Exercise directions:
Every entry should be repeated exactly. Omit the pictures.

Dataset excerpts:
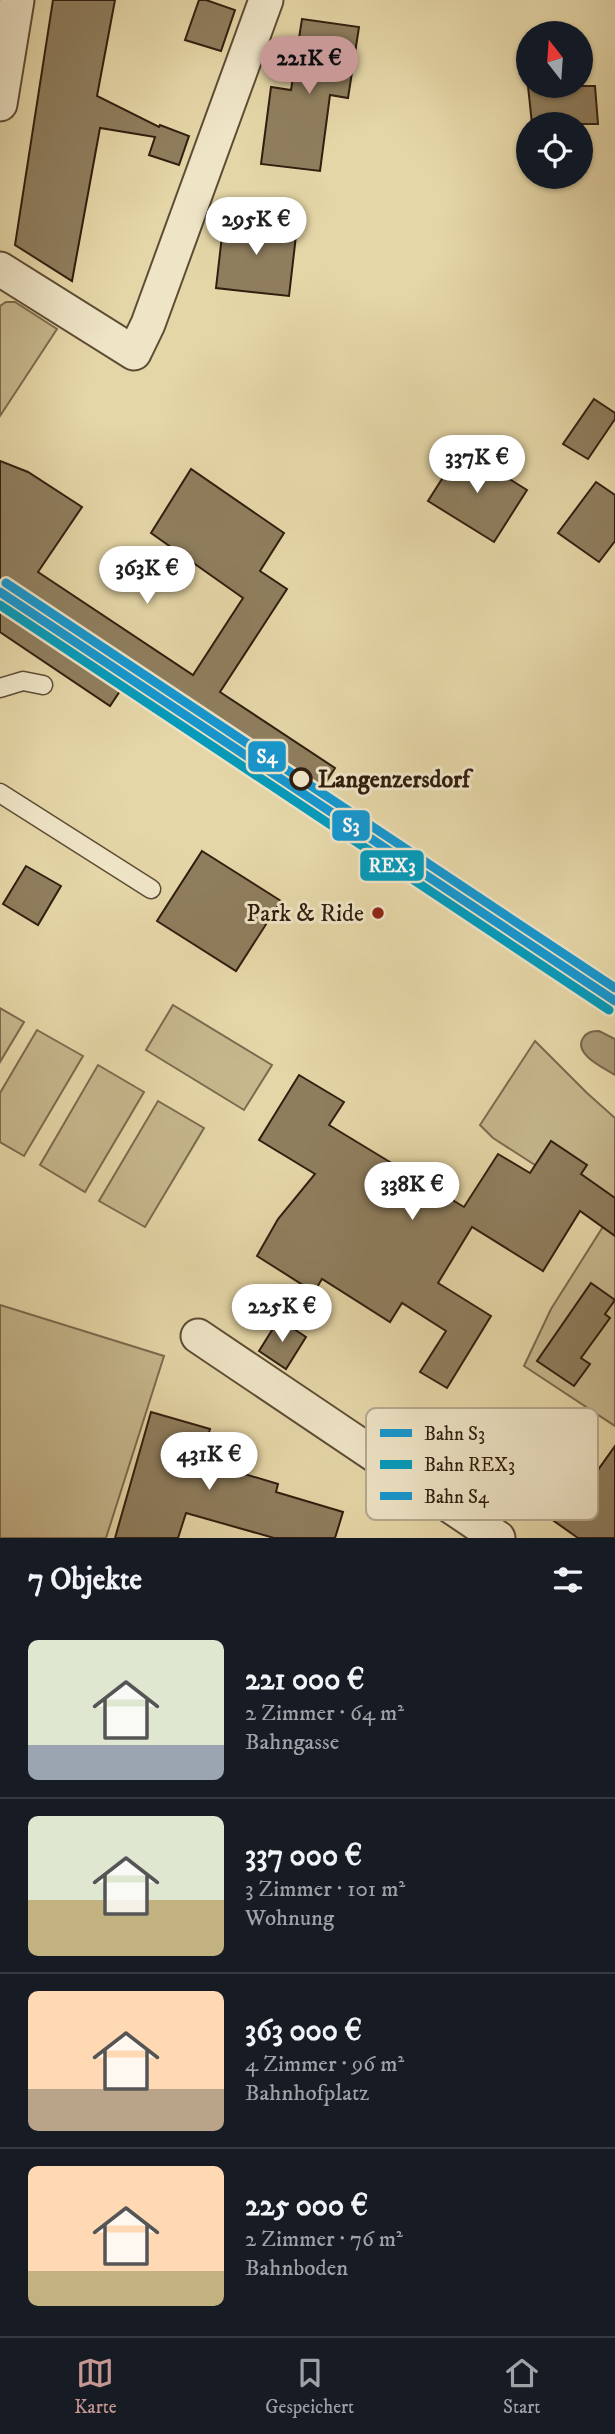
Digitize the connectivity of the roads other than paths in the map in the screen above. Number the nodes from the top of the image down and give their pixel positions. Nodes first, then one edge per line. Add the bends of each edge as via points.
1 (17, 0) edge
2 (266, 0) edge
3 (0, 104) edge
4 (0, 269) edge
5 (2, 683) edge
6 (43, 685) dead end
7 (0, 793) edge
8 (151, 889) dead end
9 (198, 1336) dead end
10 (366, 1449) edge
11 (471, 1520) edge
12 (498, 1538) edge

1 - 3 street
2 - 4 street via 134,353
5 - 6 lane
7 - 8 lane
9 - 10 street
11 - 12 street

Output below:
Digitize the connectivity of the roads other than paths in the map in the screen above. Number the nodes from the top of the image down and give their pixel positions. Nodes first, then one edge per line. Add the bends of each edge as via points.
1 (17, 0) edge
2 (266, 0) edge
3 (0, 104) edge
4 (0, 269) edge
5 (2, 683) edge
6 (43, 685) dead end
7 (0, 793) edge
8 (151, 889) dead end
9 (198, 1336) dead end
10 (366, 1449) edge
11 (471, 1520) edge
12 (498, 1538) edge

1 - 3 street
2 - 4 street via 134,353
5 - 6 lane
7 - 8 lane
9 - 10 street
11 - 12 street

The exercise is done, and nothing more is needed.